[Overview]
Founded in April 1996 by Brewster Kahle, the Internet Archive is a non-profit organization that built an "internet library" to offer permanent access to historical collections in digital format for researchers, historians and scholars. An archive of the web is stored every two months or so. In October 2001, with 30 billion web pages stored, the Internet Archive launched the Wayback Machine, for users to be able to surf the archive of the web by date. In 2004, there were 300 terabytes of data, with a growth of 12 terabytes per month. In 2006, there were 65 billion pages from 50 million websites. In late 1999, the Internet Archive also started to include more collections of archived web pages on specific topics. It also became an online digital library of text, audio, software, image and video content. In October 2005, the Internet Archive launched the Open Content Alliance (OCA) with other contributors as a collective effort to build a permanent archive of multilingual digitized text (Text Archive) and multimedia content.

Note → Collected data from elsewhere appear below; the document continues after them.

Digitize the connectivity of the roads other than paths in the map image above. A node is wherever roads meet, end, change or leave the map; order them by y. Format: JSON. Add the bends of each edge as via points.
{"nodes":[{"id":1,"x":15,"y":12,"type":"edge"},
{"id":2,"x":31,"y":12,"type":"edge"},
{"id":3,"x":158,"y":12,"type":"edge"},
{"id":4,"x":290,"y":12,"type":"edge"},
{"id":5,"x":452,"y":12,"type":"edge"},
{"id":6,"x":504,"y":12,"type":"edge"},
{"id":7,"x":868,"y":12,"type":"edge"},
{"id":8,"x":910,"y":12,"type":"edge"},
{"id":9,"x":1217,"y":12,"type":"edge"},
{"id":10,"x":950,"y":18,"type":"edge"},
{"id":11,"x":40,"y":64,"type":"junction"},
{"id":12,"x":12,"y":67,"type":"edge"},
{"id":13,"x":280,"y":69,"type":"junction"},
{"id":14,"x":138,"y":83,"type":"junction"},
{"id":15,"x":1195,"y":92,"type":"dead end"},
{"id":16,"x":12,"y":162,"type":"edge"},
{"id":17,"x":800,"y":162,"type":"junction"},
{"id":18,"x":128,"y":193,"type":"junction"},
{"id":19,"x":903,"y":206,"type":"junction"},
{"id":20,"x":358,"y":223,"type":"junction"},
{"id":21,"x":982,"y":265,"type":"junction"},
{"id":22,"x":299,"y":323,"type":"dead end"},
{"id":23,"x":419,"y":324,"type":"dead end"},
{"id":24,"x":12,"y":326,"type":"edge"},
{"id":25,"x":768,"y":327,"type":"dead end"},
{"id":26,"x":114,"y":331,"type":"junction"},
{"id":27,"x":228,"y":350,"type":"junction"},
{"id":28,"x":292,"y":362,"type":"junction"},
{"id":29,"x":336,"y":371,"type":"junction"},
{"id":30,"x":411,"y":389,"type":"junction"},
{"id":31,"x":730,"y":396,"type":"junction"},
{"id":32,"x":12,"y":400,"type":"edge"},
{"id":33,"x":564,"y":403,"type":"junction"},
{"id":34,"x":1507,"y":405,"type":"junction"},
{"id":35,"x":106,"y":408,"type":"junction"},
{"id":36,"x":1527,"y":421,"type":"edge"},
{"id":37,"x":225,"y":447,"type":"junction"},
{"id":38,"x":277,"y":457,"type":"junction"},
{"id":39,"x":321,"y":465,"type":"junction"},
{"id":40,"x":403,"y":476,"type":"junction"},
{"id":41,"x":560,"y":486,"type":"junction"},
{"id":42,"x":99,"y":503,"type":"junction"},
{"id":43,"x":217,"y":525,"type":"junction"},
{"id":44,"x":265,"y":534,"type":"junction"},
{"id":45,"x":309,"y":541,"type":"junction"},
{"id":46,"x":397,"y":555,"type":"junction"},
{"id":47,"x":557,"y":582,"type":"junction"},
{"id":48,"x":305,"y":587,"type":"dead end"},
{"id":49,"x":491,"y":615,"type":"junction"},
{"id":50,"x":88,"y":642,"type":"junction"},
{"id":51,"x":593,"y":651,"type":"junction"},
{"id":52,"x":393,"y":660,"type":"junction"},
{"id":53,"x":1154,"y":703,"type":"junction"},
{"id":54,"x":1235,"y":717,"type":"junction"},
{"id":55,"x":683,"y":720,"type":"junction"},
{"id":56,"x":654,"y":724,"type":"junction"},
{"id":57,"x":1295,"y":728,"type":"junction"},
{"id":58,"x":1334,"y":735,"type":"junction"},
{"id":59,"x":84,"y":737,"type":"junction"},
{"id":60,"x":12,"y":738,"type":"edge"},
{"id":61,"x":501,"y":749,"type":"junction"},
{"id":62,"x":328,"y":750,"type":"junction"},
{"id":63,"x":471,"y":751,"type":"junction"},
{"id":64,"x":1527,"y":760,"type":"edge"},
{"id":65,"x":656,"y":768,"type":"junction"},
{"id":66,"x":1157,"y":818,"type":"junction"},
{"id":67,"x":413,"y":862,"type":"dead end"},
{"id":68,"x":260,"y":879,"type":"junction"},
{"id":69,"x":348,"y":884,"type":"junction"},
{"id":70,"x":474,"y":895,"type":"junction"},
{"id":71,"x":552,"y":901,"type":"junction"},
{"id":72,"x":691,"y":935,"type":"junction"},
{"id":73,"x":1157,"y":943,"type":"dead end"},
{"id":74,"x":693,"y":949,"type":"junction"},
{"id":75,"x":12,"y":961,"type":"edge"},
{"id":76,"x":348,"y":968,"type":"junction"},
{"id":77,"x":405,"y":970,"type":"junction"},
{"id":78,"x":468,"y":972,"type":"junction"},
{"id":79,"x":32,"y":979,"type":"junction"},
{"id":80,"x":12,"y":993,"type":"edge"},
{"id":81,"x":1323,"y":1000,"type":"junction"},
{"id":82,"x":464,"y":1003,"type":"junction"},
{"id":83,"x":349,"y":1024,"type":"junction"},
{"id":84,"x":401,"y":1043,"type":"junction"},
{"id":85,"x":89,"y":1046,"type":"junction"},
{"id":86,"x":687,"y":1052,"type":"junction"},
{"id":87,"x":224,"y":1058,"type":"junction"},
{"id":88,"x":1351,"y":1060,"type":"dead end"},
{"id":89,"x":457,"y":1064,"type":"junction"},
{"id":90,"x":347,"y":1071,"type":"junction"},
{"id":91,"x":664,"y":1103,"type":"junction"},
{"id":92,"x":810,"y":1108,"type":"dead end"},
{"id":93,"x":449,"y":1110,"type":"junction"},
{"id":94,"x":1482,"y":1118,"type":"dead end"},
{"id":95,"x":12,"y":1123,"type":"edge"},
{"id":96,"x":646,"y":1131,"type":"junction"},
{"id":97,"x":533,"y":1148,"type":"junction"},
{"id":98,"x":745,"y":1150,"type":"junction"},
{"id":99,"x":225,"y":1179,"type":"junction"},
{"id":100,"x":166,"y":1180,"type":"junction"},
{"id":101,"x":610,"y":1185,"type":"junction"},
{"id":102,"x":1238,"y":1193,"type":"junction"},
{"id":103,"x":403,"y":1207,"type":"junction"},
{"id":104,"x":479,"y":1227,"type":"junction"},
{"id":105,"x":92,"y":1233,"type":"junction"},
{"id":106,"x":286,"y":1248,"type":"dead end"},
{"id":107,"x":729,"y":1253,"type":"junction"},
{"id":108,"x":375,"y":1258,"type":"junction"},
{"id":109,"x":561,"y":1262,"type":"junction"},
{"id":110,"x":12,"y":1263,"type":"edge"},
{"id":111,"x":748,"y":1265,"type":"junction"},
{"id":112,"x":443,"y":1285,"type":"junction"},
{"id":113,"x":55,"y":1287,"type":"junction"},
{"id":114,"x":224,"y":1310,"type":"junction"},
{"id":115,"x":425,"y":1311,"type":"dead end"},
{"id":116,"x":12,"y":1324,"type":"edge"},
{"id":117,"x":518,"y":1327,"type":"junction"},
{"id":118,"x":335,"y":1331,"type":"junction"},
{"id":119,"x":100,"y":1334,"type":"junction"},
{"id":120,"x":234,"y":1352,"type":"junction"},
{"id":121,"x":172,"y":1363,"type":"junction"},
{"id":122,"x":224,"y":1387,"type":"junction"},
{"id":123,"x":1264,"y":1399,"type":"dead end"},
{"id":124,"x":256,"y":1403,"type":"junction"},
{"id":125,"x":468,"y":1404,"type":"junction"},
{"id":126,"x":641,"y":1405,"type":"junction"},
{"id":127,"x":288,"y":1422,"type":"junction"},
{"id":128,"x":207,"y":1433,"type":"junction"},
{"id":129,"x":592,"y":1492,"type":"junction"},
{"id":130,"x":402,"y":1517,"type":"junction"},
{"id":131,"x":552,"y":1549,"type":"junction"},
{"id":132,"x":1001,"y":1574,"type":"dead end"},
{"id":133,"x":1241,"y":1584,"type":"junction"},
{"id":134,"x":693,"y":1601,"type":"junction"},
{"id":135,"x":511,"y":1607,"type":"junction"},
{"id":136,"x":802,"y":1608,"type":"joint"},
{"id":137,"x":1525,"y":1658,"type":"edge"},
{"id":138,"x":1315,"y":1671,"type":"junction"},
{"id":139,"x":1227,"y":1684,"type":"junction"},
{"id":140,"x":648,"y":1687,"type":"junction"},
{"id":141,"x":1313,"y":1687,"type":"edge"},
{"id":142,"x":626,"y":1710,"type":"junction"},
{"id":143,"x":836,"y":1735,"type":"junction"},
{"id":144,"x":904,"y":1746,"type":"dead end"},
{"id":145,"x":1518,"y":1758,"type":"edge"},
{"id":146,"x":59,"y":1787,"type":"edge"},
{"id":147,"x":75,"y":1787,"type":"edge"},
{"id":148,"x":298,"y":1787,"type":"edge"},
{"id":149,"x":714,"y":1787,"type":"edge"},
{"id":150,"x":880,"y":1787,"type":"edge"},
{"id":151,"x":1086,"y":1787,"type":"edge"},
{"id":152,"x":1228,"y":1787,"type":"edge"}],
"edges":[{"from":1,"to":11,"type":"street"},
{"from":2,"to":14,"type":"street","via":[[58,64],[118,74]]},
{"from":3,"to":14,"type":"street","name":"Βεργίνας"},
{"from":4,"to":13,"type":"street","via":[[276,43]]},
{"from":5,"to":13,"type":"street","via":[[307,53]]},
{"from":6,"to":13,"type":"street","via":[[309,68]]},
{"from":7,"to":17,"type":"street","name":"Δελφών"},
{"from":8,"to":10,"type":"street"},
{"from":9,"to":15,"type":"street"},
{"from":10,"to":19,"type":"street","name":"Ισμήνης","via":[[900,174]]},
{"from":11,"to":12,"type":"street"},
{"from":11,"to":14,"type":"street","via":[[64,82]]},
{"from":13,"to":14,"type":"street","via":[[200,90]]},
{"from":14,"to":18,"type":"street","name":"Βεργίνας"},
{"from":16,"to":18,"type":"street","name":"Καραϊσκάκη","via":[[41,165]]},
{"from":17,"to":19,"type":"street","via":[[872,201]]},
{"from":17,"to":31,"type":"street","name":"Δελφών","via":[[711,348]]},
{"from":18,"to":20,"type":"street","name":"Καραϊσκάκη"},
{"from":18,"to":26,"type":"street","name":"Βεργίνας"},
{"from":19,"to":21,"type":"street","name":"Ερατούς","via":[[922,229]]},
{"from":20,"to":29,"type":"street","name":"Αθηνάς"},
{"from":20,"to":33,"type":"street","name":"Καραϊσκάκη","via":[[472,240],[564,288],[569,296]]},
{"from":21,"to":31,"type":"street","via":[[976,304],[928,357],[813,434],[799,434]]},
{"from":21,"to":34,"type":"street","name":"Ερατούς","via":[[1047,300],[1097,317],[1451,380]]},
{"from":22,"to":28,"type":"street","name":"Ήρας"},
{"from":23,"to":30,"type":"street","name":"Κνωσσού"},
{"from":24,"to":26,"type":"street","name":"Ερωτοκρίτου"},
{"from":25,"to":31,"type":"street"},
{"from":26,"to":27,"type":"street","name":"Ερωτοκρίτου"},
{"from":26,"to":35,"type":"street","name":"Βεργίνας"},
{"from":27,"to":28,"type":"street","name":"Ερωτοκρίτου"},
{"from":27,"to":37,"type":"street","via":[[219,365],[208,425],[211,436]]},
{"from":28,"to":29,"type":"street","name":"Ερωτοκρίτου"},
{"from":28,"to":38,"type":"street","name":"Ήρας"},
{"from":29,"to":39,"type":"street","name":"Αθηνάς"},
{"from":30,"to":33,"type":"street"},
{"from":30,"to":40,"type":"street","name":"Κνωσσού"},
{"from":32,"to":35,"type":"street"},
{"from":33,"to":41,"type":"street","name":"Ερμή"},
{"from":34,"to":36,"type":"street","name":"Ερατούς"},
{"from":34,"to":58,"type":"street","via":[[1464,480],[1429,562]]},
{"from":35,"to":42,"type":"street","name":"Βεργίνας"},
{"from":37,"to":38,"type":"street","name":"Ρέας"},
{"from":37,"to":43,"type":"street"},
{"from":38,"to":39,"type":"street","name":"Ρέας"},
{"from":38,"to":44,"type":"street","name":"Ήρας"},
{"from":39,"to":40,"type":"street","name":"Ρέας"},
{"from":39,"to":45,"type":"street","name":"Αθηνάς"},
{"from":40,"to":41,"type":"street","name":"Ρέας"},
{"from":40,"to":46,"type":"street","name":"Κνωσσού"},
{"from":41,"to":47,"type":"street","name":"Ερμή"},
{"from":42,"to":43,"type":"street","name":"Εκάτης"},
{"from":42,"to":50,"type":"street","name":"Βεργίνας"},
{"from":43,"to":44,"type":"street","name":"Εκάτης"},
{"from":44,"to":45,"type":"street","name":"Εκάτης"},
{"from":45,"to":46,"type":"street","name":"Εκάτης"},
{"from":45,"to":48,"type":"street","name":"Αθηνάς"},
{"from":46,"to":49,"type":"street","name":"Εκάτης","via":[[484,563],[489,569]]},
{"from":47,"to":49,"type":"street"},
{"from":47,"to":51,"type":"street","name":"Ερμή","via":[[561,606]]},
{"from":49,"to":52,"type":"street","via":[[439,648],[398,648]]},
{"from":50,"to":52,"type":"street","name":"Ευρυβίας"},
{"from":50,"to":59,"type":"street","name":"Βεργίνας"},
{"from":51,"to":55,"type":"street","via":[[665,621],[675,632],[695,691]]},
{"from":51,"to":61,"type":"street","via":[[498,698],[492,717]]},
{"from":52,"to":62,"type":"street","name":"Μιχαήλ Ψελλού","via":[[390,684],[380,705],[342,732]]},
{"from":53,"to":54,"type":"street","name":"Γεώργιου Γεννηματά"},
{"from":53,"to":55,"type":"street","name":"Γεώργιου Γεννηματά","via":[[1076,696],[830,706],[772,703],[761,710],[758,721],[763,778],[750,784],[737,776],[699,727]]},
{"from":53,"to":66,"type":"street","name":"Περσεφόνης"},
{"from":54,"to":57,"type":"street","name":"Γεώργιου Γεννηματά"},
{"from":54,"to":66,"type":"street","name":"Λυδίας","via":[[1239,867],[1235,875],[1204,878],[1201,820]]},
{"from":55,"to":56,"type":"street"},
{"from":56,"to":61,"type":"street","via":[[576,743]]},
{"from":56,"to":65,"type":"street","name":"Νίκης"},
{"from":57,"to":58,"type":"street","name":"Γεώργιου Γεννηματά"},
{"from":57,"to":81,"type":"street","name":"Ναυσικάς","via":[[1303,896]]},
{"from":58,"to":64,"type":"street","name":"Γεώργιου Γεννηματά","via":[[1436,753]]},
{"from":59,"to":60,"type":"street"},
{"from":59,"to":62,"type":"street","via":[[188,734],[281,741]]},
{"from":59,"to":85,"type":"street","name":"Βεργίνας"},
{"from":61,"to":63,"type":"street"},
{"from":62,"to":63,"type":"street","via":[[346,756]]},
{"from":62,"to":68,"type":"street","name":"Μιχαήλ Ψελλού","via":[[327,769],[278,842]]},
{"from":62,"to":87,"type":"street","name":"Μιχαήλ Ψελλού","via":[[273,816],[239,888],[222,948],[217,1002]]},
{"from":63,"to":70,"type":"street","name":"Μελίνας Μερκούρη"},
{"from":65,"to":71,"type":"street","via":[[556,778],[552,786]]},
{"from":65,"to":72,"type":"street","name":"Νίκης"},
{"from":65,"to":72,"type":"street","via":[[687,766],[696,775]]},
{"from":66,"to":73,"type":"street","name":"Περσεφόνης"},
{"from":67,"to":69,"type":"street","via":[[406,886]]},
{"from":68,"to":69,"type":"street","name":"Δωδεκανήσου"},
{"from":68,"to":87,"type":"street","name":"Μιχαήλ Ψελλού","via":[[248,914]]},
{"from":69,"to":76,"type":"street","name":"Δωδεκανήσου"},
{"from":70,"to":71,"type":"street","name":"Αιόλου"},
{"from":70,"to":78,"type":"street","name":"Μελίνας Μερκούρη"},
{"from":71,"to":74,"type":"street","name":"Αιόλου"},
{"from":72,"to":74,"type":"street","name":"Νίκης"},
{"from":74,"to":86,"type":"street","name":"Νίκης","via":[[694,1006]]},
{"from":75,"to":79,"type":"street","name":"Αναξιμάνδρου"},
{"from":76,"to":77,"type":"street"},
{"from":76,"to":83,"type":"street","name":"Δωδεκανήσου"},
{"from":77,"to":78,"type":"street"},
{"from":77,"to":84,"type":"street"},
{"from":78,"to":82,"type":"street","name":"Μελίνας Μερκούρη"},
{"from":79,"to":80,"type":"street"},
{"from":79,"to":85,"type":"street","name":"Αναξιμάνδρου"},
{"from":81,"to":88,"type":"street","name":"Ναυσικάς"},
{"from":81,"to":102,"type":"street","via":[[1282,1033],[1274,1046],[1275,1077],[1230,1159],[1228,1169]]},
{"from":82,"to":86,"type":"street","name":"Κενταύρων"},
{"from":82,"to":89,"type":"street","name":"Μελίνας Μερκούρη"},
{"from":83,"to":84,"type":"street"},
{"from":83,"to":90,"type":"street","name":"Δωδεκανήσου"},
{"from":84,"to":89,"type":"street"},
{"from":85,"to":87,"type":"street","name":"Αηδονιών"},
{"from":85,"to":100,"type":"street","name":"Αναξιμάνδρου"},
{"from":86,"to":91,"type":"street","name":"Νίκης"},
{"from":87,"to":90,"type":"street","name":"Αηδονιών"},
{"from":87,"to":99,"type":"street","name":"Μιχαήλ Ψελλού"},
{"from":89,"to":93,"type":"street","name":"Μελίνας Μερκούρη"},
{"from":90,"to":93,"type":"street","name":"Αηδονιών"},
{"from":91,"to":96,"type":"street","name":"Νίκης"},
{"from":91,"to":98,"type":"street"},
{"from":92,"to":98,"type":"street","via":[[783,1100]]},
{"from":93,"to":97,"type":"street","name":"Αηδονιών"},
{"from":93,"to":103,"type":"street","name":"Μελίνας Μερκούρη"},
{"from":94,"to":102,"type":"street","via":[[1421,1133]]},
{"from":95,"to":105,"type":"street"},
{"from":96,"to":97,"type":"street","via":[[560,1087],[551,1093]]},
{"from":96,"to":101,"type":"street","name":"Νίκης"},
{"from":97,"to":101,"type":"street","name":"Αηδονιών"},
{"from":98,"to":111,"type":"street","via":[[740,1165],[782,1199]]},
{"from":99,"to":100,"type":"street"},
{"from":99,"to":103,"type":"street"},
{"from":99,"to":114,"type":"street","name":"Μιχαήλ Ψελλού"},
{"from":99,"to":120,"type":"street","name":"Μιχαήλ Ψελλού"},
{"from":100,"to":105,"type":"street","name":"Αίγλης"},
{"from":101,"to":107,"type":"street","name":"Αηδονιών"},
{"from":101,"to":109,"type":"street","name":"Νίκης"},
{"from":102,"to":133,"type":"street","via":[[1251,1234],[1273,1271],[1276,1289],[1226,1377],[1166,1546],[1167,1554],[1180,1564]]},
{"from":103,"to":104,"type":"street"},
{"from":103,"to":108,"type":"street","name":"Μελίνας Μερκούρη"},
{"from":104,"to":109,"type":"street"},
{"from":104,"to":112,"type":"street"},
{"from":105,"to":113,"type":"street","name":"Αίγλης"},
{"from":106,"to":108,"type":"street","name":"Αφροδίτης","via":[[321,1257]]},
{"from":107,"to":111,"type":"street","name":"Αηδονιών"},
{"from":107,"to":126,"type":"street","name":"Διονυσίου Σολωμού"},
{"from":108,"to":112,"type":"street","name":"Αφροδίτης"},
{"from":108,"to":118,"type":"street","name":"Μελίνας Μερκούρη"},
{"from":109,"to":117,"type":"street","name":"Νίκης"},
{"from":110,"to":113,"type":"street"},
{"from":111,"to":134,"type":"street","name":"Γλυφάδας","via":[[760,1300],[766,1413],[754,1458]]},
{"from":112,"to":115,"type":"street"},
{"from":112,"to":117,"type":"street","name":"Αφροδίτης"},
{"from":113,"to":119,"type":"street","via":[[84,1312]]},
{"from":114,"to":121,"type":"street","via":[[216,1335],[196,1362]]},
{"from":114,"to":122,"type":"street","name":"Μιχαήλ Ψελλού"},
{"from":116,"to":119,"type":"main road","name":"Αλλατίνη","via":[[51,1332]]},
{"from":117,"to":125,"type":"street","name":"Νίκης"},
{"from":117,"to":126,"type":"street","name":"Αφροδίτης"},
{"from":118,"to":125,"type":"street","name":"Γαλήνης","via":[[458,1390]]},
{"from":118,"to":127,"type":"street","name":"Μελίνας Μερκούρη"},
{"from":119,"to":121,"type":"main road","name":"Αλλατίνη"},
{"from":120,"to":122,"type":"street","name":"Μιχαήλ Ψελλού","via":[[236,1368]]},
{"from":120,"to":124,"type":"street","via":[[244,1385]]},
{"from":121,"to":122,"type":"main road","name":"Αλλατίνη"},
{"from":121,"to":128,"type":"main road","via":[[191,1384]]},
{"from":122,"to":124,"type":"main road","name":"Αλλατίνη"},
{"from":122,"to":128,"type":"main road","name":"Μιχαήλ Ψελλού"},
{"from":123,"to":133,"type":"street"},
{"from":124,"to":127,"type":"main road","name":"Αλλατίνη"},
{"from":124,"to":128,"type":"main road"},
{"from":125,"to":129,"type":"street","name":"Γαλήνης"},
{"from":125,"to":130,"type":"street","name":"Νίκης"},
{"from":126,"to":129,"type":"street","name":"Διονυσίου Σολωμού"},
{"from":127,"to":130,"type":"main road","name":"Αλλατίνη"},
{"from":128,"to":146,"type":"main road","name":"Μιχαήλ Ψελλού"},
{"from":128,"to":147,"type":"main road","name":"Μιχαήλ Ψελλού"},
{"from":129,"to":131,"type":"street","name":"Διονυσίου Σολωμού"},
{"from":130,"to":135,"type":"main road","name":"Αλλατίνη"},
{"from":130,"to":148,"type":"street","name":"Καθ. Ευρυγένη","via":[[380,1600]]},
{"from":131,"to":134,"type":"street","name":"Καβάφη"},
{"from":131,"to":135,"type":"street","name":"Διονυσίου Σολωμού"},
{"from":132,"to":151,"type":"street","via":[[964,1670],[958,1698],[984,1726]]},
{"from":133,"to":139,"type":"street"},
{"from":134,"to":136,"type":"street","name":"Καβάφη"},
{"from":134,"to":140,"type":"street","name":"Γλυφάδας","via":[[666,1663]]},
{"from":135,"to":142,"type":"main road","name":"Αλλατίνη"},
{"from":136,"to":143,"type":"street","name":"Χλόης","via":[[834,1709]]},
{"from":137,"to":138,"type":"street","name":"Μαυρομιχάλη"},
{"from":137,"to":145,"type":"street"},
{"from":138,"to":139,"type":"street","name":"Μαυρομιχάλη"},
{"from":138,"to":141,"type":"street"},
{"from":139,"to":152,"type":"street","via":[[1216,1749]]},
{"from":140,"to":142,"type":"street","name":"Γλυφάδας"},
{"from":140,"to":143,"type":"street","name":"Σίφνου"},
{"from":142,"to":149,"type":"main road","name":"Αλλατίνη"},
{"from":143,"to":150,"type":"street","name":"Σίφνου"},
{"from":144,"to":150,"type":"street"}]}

1996: NEW WAYS OF TEACHING
[Overview]
With more and more computers available in schools and at home, and more and more internet connections, teachers began exploring new ways of teaching. Going from print book culture to digital culture was changing their relationship to knowledge, and the way both scholars and students were seeing teaching and learning. Print book culture provided stable information whereas digital culture provided "moving" information. During the September 1996 meeting of IFIP (International Federation of Information Processing), Dale Spender gave a lecture about Creativity and the Computer Education Industry, with insightful comments on forthcoming trends.
[In Depth (published in 1999)]
Going from print book culture to digital culture began changing our relationship to knowledge. Book culture provided stable information whereas digital culture provided "moving" information. During the September 1996 meeting of the IFIP (International Federation of Information Processing), Dale Spender gave an interesting lecture about Creativity and the Computer Education Industry.
Here are some excerpts:
"Throughout print culture, information has been contained in books - and this has helped to shape our notion of information. For the information in books stays the same - it endures.
And this has encouraged us to think of information as stable - as a body of knowledge which can be acquired, taught, passed on, memorized, and tested of course.